(Collected data)

┏━━

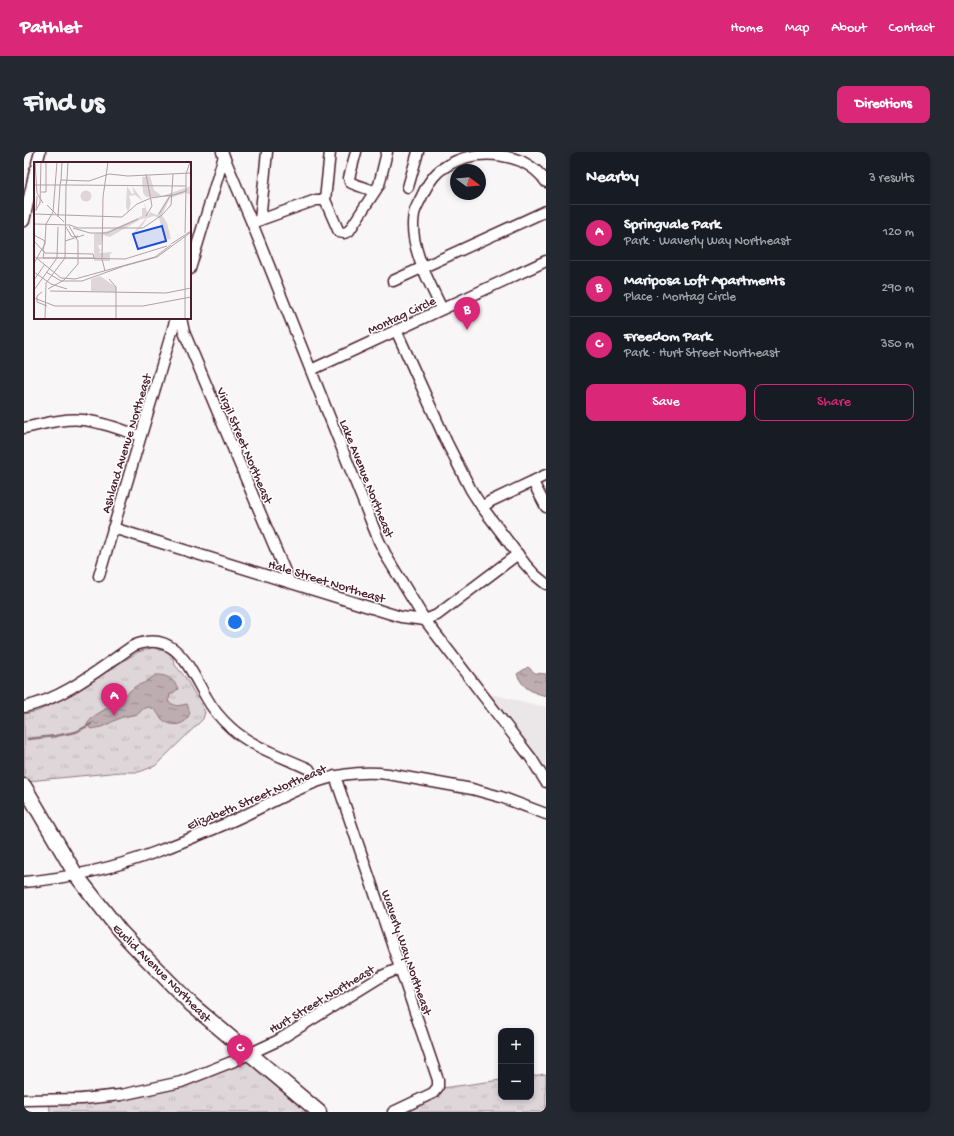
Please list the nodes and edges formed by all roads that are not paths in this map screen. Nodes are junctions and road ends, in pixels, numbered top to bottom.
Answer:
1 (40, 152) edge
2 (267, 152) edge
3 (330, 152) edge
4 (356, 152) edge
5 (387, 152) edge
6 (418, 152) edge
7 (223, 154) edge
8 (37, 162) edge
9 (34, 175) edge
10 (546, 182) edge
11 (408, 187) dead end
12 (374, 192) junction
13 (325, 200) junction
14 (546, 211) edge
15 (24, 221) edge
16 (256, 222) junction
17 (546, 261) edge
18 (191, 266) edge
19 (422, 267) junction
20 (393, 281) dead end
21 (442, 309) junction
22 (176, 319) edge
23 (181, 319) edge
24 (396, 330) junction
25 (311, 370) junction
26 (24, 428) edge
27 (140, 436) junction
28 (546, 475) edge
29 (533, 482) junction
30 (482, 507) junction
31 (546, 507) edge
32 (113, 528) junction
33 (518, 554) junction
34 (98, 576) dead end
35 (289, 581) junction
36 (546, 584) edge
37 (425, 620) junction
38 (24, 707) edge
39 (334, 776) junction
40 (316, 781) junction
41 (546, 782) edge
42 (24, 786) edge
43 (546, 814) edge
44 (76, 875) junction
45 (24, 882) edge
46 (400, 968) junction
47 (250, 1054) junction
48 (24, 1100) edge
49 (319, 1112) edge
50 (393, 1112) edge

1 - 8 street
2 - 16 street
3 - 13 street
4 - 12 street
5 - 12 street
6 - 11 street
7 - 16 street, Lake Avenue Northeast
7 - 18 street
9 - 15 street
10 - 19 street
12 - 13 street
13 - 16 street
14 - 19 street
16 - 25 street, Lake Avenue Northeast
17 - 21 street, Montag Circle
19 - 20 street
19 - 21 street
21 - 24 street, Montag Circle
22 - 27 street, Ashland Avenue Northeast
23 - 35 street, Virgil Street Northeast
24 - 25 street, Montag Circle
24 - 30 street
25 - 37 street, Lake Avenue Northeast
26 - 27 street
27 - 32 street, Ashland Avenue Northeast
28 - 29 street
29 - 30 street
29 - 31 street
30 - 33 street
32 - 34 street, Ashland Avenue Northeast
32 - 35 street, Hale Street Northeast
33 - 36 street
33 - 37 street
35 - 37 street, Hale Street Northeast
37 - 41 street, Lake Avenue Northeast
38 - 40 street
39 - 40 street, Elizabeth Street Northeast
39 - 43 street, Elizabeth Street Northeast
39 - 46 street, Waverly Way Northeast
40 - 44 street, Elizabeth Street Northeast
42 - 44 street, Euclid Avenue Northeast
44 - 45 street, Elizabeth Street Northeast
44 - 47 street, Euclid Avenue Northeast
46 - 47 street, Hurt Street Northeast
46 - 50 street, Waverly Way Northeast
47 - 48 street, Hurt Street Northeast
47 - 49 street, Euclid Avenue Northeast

┗━━

Aim of the exercise ::
Repeat each line of the records above exactly, but do not copy the pictures.

Task response ::
Please list the nodes and edges formed by all roads that are not paths in this map screen. Nodes are junctions and road ends, in pixels, numbered top to bottom.
Answer:
1 (40, 152) edge
2 (267, 152) edge
3 (330, 152) edge
4 (356, 152) edge
5 (387, 152) edge
6 (418, 152) edge
7 (223, 154) edge
8 (37, 162) edge
9 (34, 175) edge
10 (546, 182) edge
11 (408, 187) dead end
12 (374, 192) junction
13 (325, 200) junction
14 (546, 211) edge
15 (24, 221) edge
16 (256, 222) junction
17 (546, 261) edge
18 (191, 266) edge
19 (422, 267) junction
20 (393, 281) dead end
21 (442, 309) junction
22 (176, 319) edge
23 (181, 319) edge
24 (396, 330) junction
25 (311, 370) junction
26 (24, 428) edge
27 (140, 436) junction
28 (546, 475) edge
29 (533, 482) junction
30 (482, 507) junction
31 (546, 507) edge
32 (113, 528) junction
33 (518, 554) junction
34 (98, 576) dead end
35 (289, 581) junction
36 (546, 584) edge
37 (425, 620) junction
38 (24, 707) edge
39 (334, 776) junction
40 (316, 781) junction
41 (546, 782) edge
42 (24, 786) edge
43 (546, 814) edge
44 (76, 875) junction
45 (24, 882) edge
46 (400, 968) junction
47 (250, 1054) junction
48 (24, 1100) edge
49 (319, 1112) edge
50 (393, 1112) edge

1 - 8 street
2 - 16 street
3 - 13 street
4 - 12 street
5 - 12 street
6 - 11 street
7 - 16 street, Lake Avenue Northeast
7 - 18 street
9 - 15 street
10 - 19 street
12 - 13 street
13 - 16 street
14 - 19 street
16 - 25 street, Lake Avenue Northeast
17 - 21 street, Montag Circle
19 - 20 street
19 - 21 street
21 - 24 street, Montag Circle
22 - 27 street, Ashland Avenue Northeast
23 - 35 street, Virgil Street Northeast
24 - 25 street, Montag Circle
24 - 30 street
25 - 37 street, Lake Avenue Northeast
26 - 27 street
27 - 32 street, Ashland Avenue Northeast
28 - 29 street
29 - 30 street
29 - 31 street
30 - 33 street
32 - 34 street, Ashland Avenue Northeast
32 - 35 street, Hale Street Northeast
33 - 36 street
33 - 37 street
35 - 37 street, Hale Street Northeast
37 - 41 street, Lake Avenue Northeast
38 - 40 street
39 - 40 street, Elizabeth Street Northeast
39 - 43 street, Elizabeth Street Northeast
39 - 46 street, Waverly Way Northeast
40 - 44 street, Elizabeth Street Northeast
42 - 44 street, Euclid Avenue Northeast
44 - 45 street, Elizabeth Street Northeast
44 - 47 street, Euclid Avenue Northeast
46 - 47 street, Hurt Street Northeast
46 - 50 street, Waverly Way Northeast
47 - 48 street, Hurt Street Northeast
47 - 49 street, Euclid Avenue Northeast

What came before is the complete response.